### Exercise goal
When the line with "thumb cmc: (593, 1196)" appears below, start repeating lines exactly, and keep going through the line with "middle tip: (1267, 1078)"; add nothing outside that span.

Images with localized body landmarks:
____
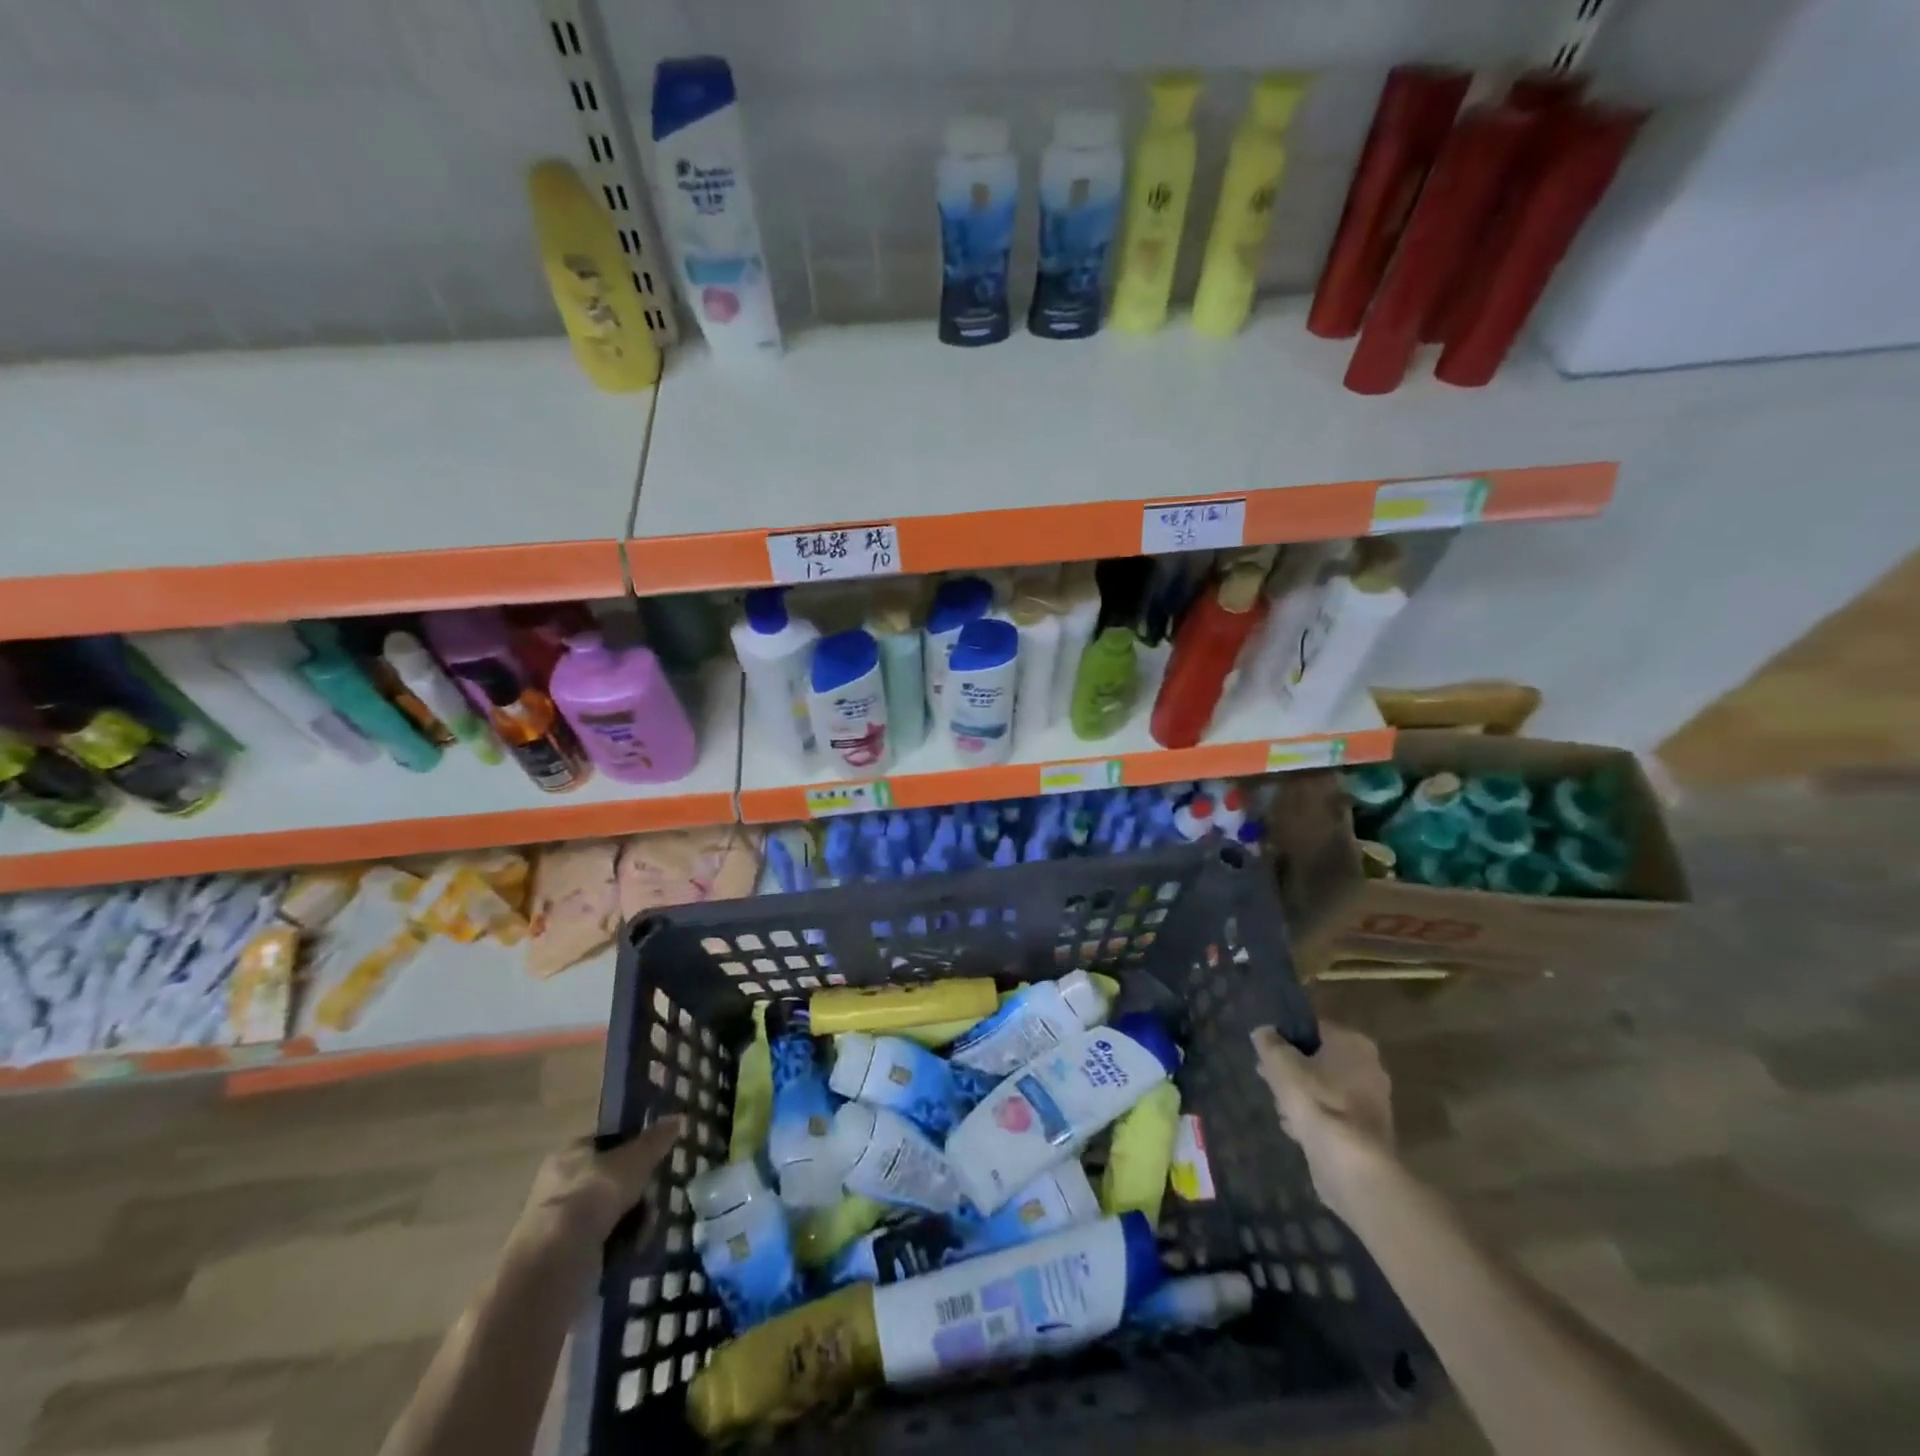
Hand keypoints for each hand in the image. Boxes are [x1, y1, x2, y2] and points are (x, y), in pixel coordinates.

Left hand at [512, 1116, 685, 1267]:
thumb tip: (678, 1117)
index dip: (632, 1149)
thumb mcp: (634, 1161)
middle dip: (637, 1191)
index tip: (654, 1161)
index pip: (606, 1142)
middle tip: (653, 1199)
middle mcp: (560, 1186)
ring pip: (610, 1213)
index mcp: (569, 1155)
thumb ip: (655, 1140)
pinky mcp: (565, 1257)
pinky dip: (621, 1244)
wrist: (556, 1262)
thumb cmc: (593, 1196)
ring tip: (647, 1228)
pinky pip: (603, 1242)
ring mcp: (560, 1224)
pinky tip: (634, 1248)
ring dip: (633, 1220)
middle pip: (611, 1181)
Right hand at [1252, 1024, 1393, 1222]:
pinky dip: (1315, 1119)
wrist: (1351, 1165)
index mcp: (1354, 1043)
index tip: (1266, 1051)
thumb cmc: (1316, 1101)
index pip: (1313, 1028)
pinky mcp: (1368, 1134)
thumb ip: (1269, 1042)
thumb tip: (1264, 1032)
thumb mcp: (1280, 1063)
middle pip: (1319, 1060)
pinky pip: (1333, 1115)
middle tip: (1267, 1078)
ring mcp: (1372, 1103)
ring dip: (1300, 1096)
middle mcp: (1370, 1068)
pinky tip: (1295, 1130)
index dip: (1285, 1036)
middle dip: (1291, 1070)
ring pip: (1324, 1089)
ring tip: (1280, 1108)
____
### Solution to this exercise
thumb cmc: (593, 1196)
ring tip: (647, 1228)
pinky pip: (603, 1242)
ring mcp: (560, 1224)
pinky tip: (634, 1248)
ring dip: (633, 1220)
middle pip: (611, 1181)
Right hand at [1252, 1024, 1393, 1222]:
pinky dip: (1315, 1119)
wrist: (1351, 1165)
index mcp: (1354, 1043)
index tip: (1266, 1051)
thumb cmc: (1316, 1101)
index pip: (1313, 1028)
pinky mcp: (1368, 1134)
thumb ip: (1269, 1042)
thumb tip: (1264, 1032)
thumb mcp: (1280, 1063)
middle pip: (1319, 1060)
pinky pip: (1333, 1115)
middle tip: (1267, 1078)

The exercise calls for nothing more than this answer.